Semiconductor giant Intel Technology Philippines Inc., for
instance, is constantly producing technical innovators who
contribute to the advancement of local technology and the
local economy. “We are now developing pools of talent in
universities,” underscoring that in the knowledge economy,
technology is the key to global competitiveness, Intel
education manager Joselito Tulao says.
Intel
collaborates with top universities nationwide to expand
university curricula, engage in focused research,
encourage students to pursue advanced technical degrees
and build local innovation capacity through
entrepreneurship so they are able to function in, and
shape, the world ahead.
“I believe
that Filipinos are very talented,” says Tulao. “That’s why
we have instituted programs in higher education as our way
to develop a steady pool of qualified talents.”
Intel also
brings in technology lectures by top engineers in the site
to their partner universities. “This allows students to
get an actual feel of what is done at Intel and heightens
awareness of the company, the industry and even concepts
on research and development,” Tulao says.
Executive
training
HONGKONG
and Shanghai Banking Corp. (HSBC) concedes that there’s
obviously a mismatch between the competency of their human
resources and the demands of the market.
A glance
at the country’s labor statistics will confirm this. Their
unemployment rate is almost 10 percent and their
underemployment rate is much higher than that. It means
that there are millions of Filipinos who are actively
looking for jobs but fail to land one. It means also that
millions of Filipinos hold part-time jobs, barely allowing
them to keep their bodies and souls together.
Therefore,
HSBC is providing opportunities for career development.

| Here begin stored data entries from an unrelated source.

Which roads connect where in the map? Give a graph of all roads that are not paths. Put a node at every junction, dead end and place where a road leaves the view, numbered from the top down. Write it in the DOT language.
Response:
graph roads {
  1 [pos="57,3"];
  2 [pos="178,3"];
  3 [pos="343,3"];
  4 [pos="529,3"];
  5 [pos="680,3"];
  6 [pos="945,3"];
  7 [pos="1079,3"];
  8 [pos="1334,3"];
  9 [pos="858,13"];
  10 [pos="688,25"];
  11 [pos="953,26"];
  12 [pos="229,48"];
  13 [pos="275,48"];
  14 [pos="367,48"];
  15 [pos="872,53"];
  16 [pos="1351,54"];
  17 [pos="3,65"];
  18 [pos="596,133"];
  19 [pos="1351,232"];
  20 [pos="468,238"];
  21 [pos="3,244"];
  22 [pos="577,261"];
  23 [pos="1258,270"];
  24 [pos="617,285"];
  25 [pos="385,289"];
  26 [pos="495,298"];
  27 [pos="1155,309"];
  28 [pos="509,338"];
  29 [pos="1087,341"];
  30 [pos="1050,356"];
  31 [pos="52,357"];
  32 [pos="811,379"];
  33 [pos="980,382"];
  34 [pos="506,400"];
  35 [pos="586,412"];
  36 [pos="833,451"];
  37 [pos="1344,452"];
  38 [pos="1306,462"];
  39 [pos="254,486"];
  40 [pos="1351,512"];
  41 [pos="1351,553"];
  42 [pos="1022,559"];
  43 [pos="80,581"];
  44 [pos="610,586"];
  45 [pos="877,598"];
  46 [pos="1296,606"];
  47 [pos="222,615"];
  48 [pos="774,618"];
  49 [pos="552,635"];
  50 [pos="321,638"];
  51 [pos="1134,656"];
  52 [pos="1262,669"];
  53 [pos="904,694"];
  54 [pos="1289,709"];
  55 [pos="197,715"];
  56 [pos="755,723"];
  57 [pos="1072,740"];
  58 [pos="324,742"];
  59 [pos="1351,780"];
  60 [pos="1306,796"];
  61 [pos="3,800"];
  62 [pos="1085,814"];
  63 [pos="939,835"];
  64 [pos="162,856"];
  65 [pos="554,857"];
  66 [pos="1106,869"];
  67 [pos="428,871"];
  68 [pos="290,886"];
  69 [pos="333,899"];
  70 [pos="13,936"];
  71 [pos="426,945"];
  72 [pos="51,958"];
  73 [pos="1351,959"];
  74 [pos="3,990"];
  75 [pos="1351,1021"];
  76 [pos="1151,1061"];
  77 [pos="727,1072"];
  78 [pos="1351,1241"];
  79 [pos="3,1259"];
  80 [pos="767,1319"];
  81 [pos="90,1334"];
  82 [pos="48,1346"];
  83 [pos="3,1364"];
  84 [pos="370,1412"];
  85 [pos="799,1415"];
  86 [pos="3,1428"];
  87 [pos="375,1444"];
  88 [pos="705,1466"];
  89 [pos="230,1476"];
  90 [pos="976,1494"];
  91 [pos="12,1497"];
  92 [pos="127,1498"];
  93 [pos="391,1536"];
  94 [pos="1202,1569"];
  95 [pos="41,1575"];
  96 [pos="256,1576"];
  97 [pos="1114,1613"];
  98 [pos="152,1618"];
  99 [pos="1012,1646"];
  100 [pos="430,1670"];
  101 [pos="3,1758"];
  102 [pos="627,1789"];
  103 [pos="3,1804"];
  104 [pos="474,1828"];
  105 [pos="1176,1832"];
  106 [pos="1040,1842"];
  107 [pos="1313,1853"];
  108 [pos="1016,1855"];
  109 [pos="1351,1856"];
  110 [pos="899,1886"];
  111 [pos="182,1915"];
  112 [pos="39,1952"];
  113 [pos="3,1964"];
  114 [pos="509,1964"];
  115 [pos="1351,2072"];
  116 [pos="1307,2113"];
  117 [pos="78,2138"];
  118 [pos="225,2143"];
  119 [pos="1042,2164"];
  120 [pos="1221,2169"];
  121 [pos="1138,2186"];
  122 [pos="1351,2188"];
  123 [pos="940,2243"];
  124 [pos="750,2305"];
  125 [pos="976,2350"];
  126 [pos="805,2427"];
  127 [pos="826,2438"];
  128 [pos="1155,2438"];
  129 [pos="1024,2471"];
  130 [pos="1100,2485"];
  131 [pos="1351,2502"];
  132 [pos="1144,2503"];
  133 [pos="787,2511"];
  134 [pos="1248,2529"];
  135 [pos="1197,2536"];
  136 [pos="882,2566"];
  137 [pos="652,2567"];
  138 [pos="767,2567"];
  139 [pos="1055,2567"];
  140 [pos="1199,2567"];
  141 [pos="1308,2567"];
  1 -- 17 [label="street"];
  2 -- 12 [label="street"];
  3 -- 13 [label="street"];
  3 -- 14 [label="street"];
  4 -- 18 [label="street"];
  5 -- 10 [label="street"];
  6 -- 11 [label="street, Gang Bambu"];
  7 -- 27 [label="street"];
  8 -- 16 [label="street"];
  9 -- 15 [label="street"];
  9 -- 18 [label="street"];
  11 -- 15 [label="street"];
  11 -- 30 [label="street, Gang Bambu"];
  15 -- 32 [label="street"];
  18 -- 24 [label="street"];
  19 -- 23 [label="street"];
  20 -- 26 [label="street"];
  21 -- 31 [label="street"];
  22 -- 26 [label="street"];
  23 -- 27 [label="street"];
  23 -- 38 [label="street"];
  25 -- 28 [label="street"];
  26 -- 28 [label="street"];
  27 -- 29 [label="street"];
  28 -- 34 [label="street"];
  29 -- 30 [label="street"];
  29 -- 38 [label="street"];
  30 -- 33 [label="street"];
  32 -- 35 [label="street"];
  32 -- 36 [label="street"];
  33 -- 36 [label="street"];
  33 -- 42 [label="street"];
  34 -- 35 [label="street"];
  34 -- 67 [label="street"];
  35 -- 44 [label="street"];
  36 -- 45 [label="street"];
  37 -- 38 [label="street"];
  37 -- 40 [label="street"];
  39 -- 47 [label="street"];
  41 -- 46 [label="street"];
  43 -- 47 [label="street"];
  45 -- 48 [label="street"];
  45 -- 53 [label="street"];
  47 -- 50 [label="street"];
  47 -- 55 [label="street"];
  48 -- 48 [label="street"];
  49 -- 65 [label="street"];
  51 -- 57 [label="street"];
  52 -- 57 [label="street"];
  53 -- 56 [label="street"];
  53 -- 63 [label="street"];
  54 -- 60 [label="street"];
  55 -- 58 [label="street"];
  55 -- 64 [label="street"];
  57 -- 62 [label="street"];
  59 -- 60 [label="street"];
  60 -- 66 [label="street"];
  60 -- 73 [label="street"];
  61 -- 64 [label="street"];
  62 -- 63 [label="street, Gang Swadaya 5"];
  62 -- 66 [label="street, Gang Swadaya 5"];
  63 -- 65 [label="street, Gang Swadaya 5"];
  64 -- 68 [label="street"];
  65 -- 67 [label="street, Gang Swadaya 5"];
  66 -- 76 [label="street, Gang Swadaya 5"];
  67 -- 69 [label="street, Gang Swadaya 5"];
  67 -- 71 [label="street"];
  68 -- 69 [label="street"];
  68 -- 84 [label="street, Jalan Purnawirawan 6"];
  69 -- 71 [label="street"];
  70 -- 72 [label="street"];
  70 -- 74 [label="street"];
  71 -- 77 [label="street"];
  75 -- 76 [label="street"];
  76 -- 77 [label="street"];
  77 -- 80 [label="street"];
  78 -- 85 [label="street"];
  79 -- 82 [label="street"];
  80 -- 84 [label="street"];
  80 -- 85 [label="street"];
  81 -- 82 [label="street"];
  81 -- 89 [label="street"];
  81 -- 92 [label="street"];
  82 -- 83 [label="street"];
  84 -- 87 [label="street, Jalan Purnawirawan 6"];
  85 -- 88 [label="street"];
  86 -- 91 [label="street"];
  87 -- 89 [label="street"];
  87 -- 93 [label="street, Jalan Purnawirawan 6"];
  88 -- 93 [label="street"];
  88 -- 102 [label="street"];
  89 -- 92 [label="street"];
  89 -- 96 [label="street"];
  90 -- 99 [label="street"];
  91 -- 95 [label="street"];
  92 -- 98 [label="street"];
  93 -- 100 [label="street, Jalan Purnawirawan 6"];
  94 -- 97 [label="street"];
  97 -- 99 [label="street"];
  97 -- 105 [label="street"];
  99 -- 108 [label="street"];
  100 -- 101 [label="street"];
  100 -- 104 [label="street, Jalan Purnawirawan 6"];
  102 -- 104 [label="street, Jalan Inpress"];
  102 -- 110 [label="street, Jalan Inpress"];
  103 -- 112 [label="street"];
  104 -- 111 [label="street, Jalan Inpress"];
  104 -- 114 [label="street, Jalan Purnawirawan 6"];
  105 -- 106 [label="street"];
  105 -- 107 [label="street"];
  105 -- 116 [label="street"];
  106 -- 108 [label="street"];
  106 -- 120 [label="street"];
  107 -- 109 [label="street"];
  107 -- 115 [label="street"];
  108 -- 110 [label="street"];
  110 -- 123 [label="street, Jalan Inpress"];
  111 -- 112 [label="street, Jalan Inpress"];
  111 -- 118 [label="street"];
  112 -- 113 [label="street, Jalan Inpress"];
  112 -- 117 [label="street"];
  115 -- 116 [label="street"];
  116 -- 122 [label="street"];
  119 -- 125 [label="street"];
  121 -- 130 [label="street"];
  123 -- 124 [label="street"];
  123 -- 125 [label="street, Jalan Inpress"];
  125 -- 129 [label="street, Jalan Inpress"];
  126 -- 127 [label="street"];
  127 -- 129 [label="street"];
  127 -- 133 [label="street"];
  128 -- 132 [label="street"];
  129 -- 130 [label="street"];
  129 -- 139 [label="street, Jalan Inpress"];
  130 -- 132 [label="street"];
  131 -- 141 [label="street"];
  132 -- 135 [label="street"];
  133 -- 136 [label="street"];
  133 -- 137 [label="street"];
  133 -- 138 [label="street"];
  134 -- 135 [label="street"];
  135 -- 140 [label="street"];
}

“We are strong on learning solutions,” an HSBC executive
says. HSBC has an executive training program, which is
designed to identify high-potential fresh graduates who
can be developed into senior vice presidents in eight to
12 years.
“Four of
our senior vice presidents, who now manage separate
businesses and functions, are products of this program.
They all made it in less than 10 years,” an HSBC source
reveals.
Candidates
are brought to various financial and learning centers of
the world and exposed to the global operations of the bank
so they can create new ideas to develop global networks.
“We currently have four young executives from the
Philippines in this program,” an executive says.
Like HSBC,
auditing firm Punongbayan and Araullo (P&A) has been
sending its auditors to the Asian Institute of Management
to take up Masters in Management and Masters in Business
Administration on scholarship grants. Therefore, P&A blows
its own horn of having the “best talent pool in the entire
industry.”
Two of
P&A’s audit managers have recently finished law studies,
the firm’s human resources and communication director Ma.
Jamea S. Garcia shares.
Rolling
the people
RIGHT
after the Public Company Accounting Reform and Investor
Protection Act or the Sarbanes-Oxley Act had been
finalized in 2002, the United States suddenly found the
need for a number of accountants. “Slowly, it became
easier for our auditors to move abroad,” says Garcia, who
is also a lawyer.
The
Sarbanes-Oxley Act, which is believed to be one of the
most significant changes to the
US
securities law, covers issues such as auditor
independence, corporate governance, internal control
assessment and enhanced financial disclosure.
In 2005
P&A started to feel the consequences of the law’s
enactment when most of their audit managers pack up for
opportunities abroad. And their demand for auditors has
been reaching up to 150 per hiring season, which falls
from December to April—tax season. “That’s a big chunk,”
Garcia says, considering that the firm’s overall size
extends to almost 550 auditors.
With an
almost 30-percent attrition rate, she says P&A manages to
cope with what it has. “We are swift-tracking our
auditors’ training to be promoted faster because they
would be replacing the senior [staff] who, sadly, have
resigned. But that isn’t ideal,” she says.
Outsourcing company AIG Business Processing Services Inc.,
whose attrition rate is similar with P&A, is continuously
recruiting so it would have people going through the
channel of training ready to take a place on the floor
when available.
“The cycle
continues all the time,” says AIG president Chris
Duncan-Webb, “so your quality of people remains high.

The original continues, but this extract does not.